Nokia’s Trolltech buy will spawn new open source mobile apps

Through its acquisition of Norwegian mobile software firm Trolltech ASA, Nokia will get a firmer grip on the open source mobile application market, telecommunications analysts say.

They say Finland-based Nokia Corp. hopes to attract open source-savvy third party developers capable of creating applications that work over the Internet, across Nokia’s own device portfolio, and even on personal computers.

According to Monday’s joint announcement by the two firms Nokia has offered $153 million for all the shares of Trolltech.

Trolltech’s board has unanimously recommended that its shareholders accept the offer.

“Nokia wants to be a key player in the open source market. But to achieve that, it has to attract the right kind of developers,” said Michael Rozender, principal of Rozender Consultants International, an Oakville, Ont.-based wireless technology firm.

He said Nokia’s decision was possibly a response to Google’s entry into the mobile phone market with its own purchase of Android Inc., a Palo Alto, Calif.-based maker of mobile phone software products based on the open sourced Linux operating system.

The search company previously hammered out agreements with wireless carriers, handset makers and developers to create a framework for creating mobile applications.

A spokesperson for the Finnish cell phone manufacturer, however, downplayed the Linux angle.

“The deal is not about building Linux devices. It’s all about acquiring the tools, people and expertise to create cross platform applications,” said Mark Durrant, director of communications for Nokia.

Trolltech develops QTopia, a framework used to build interfaces for mobile and embedded devices and Qt, a cross-system, application development tool kit available under commercial and open source licenses.

Qt is also used in a variety of desktop software including Skype’s Internet telephony application, the Google Earth satellite photo browser, and Adobe Photoshop album.

“With Qt, we can get into the promotion and development of software that can run in various mobile devices and even the PC,” Durrant said.

Open source mobile applications are hugely popular in Europe but not in North America, according to a Toronto-based software analyst.

“It is still very new here,” said Kevin Restivo, senior research analyst for IDC Canada.

However, the addition of Trolltech to Nokia’s properties will speed up open source development within the cell phone company, he said.

Open source tools hold a big attraction for mobile software developers because of the flexibility and speed to production they offer, said another analyst.

Such tools are “open to a worldwide community of minds. Development of applications using these tools is much faster compared to other proprietary platforms such as RIM’s BlackBerry or Microsoft’s Windows Mobile,” noted Michelle Warren of Info-Tech Research Group in London, Ont.

She also said Linux-based applications could boost mobile security. “Linux is considered to be more stable than Windows which has more viruses written for it.”

Developers in the mobile telecommunications field are also clamouring for a standardized development tools to enable cross-platform performance, said Rozender.

Unlike the desktop computing arena, which is dominated by the Window OS for PC, the Mac OS for Apple computers and Linux in the open source space, the mobile market has more players, he said.
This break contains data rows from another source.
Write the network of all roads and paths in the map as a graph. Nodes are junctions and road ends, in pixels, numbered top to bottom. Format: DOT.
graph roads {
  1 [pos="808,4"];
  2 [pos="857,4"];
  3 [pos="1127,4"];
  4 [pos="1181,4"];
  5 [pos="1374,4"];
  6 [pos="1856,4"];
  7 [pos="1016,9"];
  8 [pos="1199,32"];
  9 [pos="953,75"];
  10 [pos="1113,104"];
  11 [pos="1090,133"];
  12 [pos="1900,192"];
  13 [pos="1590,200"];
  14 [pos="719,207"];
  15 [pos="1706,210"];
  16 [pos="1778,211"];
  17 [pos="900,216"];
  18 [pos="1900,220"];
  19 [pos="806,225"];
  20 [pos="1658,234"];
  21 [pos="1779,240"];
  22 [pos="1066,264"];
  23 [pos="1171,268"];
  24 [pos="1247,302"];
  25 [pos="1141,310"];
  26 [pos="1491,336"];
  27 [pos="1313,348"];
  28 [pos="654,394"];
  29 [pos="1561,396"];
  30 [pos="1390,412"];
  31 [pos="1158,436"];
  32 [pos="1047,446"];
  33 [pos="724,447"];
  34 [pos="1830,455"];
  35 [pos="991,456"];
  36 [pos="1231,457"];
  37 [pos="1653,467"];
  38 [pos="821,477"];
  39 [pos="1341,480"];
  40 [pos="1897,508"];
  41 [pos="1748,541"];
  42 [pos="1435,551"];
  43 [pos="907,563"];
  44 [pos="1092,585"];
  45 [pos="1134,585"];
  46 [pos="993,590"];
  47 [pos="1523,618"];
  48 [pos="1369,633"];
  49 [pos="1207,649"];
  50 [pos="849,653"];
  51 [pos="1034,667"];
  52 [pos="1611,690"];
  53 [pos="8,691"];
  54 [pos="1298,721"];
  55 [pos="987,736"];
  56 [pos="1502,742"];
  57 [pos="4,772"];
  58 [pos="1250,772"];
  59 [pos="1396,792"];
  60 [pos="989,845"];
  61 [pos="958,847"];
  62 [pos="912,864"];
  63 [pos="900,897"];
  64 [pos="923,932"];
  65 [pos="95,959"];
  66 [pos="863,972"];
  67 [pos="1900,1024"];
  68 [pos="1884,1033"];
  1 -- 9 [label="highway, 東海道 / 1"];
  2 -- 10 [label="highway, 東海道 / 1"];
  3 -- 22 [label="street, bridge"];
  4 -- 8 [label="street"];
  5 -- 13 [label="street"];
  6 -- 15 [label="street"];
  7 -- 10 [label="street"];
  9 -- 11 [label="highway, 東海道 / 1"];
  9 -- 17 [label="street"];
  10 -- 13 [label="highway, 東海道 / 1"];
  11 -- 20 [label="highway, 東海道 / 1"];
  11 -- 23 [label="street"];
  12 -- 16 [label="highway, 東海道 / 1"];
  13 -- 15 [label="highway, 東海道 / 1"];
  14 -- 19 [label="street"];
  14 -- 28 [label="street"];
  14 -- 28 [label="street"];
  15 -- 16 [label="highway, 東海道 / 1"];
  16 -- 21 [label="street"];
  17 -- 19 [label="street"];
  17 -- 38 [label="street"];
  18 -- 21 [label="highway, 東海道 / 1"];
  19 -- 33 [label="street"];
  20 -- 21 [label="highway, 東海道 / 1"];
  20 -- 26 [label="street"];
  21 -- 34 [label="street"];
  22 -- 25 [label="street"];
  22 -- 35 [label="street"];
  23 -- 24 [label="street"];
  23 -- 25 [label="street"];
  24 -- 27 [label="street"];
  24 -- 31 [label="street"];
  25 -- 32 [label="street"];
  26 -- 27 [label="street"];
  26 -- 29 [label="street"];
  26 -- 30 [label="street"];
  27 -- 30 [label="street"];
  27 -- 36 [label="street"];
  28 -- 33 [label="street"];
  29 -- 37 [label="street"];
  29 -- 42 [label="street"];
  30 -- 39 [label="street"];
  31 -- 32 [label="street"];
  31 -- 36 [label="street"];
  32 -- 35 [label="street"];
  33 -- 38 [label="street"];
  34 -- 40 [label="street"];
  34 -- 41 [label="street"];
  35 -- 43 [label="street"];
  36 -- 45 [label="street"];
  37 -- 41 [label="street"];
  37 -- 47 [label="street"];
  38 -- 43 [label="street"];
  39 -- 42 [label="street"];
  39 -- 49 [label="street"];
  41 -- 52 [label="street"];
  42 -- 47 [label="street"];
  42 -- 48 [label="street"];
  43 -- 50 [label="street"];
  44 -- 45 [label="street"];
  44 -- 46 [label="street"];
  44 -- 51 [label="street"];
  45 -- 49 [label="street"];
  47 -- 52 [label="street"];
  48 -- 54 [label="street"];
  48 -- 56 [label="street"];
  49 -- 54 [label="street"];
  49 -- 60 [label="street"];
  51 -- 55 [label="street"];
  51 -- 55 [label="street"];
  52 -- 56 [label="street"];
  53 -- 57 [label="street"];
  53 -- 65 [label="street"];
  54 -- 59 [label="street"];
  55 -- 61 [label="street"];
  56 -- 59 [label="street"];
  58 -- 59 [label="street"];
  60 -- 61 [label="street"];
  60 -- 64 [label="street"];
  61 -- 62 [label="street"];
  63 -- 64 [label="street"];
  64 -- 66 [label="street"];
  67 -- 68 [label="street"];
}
Among the leaders are Symbian in Western Europe, Brew in North America, Java.Net for mobile PC, Palm and J2ME, the Microsoft edition of Java.

“The problem for users is that applications for one device or system often does not port to or operate properly in another,” Rozender said.

He said it is still too early to tell what sort of features or capabilities will appear on Nokia cell phones as a result of the Trolltech purchase.

But the wireless technology expert said mobile applications enjoying popularity in Europe might soon appear in North America.

Among these are: cell phone enabled payments, location band services that incorporate mapping and global positioning system (GPS) technology, service- and entertainment-oriented widgets and RSS feeds.

With greater software developments, mobile phones will also increasingly become wedded to social networking, said Warren.”We’ll begin to see sites such as Facebook popping up on larger phone screens.”

However, it will take some time for developments to have an impact on large enterprises, she said.

As consumers adopt the new features, they will gradually bring the devices into the enterprise. This development will spur IT departments to put down special security policies to deal with the situation, Warren said.

“Just as policies had to be developed to deal with security issues around BlackBerries, flash drives, and then access to social networks from within the office, IT managers will have to create regulations governing the use of devices with these enhanced features.”